REQUIREMENT: Below are the entries; return every line among them that holds the word "Amuri".
===
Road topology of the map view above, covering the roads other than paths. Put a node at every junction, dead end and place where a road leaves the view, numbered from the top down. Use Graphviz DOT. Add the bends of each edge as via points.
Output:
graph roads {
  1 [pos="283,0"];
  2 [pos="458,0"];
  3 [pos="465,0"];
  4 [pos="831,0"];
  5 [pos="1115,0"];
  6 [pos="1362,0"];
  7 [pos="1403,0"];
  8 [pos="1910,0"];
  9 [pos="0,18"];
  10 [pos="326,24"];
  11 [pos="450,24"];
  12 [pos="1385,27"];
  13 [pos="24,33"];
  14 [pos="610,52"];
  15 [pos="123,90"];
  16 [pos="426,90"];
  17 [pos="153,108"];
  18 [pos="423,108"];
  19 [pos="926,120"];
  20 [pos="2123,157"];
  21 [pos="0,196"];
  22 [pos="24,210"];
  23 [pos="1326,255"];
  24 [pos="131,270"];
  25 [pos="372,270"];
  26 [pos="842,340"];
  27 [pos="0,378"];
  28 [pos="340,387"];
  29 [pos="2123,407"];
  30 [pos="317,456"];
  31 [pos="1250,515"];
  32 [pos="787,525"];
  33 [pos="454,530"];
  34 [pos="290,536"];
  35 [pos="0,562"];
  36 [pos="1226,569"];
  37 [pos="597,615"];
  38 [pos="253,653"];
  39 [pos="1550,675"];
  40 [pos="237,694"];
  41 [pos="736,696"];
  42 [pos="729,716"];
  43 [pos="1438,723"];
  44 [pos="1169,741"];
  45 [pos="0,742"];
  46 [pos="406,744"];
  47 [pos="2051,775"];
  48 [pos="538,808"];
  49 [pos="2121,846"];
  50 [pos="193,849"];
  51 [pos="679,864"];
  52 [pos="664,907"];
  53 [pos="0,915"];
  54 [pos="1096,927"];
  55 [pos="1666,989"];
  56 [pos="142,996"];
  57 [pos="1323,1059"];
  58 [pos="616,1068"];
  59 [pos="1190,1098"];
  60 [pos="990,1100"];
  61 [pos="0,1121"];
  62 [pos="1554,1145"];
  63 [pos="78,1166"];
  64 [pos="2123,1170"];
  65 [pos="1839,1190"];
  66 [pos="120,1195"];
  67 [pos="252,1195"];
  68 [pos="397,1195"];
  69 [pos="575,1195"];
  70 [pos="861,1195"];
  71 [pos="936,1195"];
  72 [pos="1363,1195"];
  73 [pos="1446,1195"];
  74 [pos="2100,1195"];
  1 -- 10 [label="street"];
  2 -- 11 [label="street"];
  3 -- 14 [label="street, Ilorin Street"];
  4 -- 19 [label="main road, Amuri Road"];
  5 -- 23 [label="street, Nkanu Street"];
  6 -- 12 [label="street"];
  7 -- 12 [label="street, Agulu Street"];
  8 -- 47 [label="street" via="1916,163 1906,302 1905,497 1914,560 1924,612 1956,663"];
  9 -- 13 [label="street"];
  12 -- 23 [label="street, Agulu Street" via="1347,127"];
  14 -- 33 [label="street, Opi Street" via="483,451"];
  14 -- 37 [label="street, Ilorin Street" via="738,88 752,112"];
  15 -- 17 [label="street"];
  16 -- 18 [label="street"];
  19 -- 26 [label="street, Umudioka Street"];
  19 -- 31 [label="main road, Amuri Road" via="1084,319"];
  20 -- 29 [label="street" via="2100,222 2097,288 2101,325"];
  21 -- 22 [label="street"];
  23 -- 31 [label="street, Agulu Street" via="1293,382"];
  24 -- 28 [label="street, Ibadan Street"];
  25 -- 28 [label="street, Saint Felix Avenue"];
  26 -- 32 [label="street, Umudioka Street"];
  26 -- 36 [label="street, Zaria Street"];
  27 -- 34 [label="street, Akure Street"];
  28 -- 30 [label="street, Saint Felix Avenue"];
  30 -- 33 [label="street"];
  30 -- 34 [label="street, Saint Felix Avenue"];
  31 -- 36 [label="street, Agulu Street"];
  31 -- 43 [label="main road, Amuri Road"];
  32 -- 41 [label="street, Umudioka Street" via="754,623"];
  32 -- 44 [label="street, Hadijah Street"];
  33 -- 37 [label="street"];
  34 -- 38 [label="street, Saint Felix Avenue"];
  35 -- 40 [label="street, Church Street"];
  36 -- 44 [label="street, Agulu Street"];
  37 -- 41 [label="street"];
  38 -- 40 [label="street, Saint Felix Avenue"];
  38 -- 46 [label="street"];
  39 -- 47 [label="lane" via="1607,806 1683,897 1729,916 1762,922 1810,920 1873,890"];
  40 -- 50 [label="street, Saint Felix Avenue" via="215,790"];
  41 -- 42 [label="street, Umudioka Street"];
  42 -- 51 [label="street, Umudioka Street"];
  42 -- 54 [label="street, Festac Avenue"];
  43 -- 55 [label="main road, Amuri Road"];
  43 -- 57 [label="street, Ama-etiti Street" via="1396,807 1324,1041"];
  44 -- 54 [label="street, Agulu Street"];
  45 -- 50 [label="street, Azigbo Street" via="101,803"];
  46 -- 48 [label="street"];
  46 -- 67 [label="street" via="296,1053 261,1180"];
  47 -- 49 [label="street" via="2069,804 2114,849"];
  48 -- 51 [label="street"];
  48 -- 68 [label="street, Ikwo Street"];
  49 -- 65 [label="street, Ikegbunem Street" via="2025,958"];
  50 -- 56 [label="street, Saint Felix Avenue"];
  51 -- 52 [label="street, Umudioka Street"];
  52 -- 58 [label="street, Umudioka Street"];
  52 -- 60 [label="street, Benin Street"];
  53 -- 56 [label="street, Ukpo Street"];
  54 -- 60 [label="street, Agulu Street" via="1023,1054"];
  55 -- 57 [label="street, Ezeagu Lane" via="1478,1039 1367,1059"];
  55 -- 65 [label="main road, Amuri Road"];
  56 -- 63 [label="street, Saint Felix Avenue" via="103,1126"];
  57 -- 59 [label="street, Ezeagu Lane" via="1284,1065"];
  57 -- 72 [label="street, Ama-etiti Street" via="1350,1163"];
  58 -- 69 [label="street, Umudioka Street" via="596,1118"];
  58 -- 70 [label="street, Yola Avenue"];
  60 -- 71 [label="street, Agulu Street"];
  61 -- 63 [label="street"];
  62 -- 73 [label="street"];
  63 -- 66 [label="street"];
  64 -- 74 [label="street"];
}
===
WORKED SOLUTION:
  4 -- 19 [label="main road, Amuri Road"];
  19 -- 31 [label="main road, Amuri Road" via="1084,319"];
  31 -- 43 [label="main road, Amuri Road"];
  43 -- 55 [label="main road, Amuri Road"];
  55 -- 65 [label="main road, Amuri Road"];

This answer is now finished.